How the responder reads a review

Key takeaways

Three extractors run in parallel against every review: rating with sentiment cross-check, themes, and specifics.
The rating extractor flags mismatches — a 5-star with strongly negative text, or a 1-star whose body is a typo of “love it”.
The themes extractor tags against a small business-specific list (food, service, cleanliness, value, etc.) plus an open-form bucket for anything novel.
The specifics extractor pulls names, dishes or products, dates, dollar amounts, order numbers, and which branch.
Each extractor returns a 0–1 confidence score; high confidence on all three is the gate to auto-reply, anything borderline becomes a reason to draft.

Three extractors in parallel

Fig 3. Three extractors run in parallel against the same review. Each one returns its piece with a confidence score; the move-picker reads all three before it decides anything.

Why sentiment, not just stars

The platform-given score is a useful signal but not a complete one. The clearest counterexample is a 5-star review whose body says “food was cold, server was rude, will not be back — the only good thing was the door wasn’t locked.” That happens. So does the inverse: a 1-star review whose body reads “Five stars, sorry hit the wrong button.” Auto-replying to either based on the score alone is a small disaster — a chirpy “thanks for the kind words!” under a complaint, or a confused apology under a happy customer.

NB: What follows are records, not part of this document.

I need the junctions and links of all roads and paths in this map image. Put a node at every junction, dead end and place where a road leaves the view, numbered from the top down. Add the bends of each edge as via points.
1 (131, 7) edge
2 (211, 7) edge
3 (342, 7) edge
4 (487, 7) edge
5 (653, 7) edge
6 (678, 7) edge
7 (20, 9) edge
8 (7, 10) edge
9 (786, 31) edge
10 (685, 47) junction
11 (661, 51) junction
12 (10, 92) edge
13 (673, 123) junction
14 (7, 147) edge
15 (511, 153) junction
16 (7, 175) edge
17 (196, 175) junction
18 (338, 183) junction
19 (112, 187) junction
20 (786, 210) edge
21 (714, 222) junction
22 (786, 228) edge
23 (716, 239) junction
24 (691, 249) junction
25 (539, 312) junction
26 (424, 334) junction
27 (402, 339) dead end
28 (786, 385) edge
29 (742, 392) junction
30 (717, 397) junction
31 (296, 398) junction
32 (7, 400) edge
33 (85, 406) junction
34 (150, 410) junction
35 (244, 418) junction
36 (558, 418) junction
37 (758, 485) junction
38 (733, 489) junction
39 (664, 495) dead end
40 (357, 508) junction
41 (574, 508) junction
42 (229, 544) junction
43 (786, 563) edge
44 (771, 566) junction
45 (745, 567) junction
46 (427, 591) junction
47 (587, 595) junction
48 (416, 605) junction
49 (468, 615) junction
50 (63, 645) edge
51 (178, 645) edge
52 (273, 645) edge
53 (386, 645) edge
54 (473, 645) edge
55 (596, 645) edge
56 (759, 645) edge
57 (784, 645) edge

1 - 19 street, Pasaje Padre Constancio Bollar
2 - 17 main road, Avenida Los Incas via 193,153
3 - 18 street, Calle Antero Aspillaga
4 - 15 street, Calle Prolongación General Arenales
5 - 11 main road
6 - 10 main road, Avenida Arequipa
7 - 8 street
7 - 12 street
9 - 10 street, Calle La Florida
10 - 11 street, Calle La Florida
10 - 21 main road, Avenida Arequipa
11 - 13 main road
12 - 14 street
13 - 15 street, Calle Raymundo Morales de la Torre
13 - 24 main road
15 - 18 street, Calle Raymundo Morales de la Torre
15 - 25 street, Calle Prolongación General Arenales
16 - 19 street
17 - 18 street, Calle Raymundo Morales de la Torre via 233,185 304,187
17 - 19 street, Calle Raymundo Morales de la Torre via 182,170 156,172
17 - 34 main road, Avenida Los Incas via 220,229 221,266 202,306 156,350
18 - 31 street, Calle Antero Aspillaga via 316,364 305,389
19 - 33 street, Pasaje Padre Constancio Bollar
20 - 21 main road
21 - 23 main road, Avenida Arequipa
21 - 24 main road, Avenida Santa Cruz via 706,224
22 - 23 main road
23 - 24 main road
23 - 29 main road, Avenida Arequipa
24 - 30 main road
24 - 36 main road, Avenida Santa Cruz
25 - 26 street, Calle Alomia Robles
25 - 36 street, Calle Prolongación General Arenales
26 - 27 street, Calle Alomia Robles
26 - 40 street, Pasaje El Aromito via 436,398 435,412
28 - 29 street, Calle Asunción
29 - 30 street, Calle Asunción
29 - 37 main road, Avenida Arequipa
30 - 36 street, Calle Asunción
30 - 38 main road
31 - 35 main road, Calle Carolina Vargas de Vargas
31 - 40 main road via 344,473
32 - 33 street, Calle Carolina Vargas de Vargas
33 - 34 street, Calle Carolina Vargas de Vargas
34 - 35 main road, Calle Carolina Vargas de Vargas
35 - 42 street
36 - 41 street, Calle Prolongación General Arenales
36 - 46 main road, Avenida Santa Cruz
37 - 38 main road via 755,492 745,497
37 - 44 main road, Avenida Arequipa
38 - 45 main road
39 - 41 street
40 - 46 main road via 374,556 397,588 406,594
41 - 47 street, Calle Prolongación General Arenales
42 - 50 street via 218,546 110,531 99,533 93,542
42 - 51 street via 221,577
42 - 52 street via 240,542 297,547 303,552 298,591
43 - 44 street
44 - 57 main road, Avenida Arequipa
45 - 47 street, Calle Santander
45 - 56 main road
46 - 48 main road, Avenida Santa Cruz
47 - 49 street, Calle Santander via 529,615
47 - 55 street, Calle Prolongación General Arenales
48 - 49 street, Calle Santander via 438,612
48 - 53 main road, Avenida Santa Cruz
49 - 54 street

The cross-check is cheap. Read the score, run the text through a small sentiment classifier, and if they don’t agree, raise a mismatch flag. The flag doesn’t decide anything by itself; it’s a signal the move-picker uses to push the review out of the auto-reply lane. A draft for your eyes is the right move when the rating and the text disagree, no matter which direction the disagreement runs.

Themes that come back as tags

Themes are the categories a review touches: for a restaurant, that’s typically food quality, service speed, value, cleanliness, atmosphere, and staff friendliness. The list lives in the same Drive folder as the voice file — small, business-specific, and editable without a deploy. The extractor multi-tags: a single review about “great food, but we waited an hour” lights up food-quality (positive) and service-speed (negative), and the composer can address both in the reply.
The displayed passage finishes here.